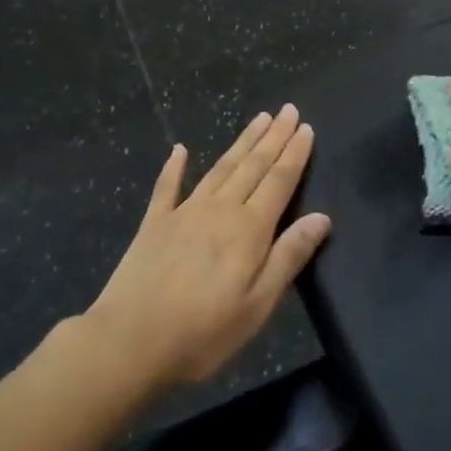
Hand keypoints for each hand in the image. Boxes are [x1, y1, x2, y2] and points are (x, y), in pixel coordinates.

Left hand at [85, 105, 330, 390]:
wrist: (129, 341)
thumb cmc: (202, 332)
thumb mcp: (257, 305)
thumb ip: (289, 256)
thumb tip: (322, 217)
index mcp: (249, 229)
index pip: (279, 181)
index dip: (294, 154)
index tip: (306, 127)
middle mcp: (220, 209)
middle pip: (252, 165)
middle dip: (273, 137)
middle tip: (288, 110)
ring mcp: (184, 211)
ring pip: (221, 167)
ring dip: (242, 142)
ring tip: (258, 119)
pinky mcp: (154, 223)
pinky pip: (167, 186)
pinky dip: (175, 166)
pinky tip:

##############################

## What the exercise asks
All lines of the material that contain the word "middle" should be listed.

## Task output
middle mcp: (220, 209)
middle pip: (252, 165)
middle dip: (273, 137)
middle tip: (288, 110)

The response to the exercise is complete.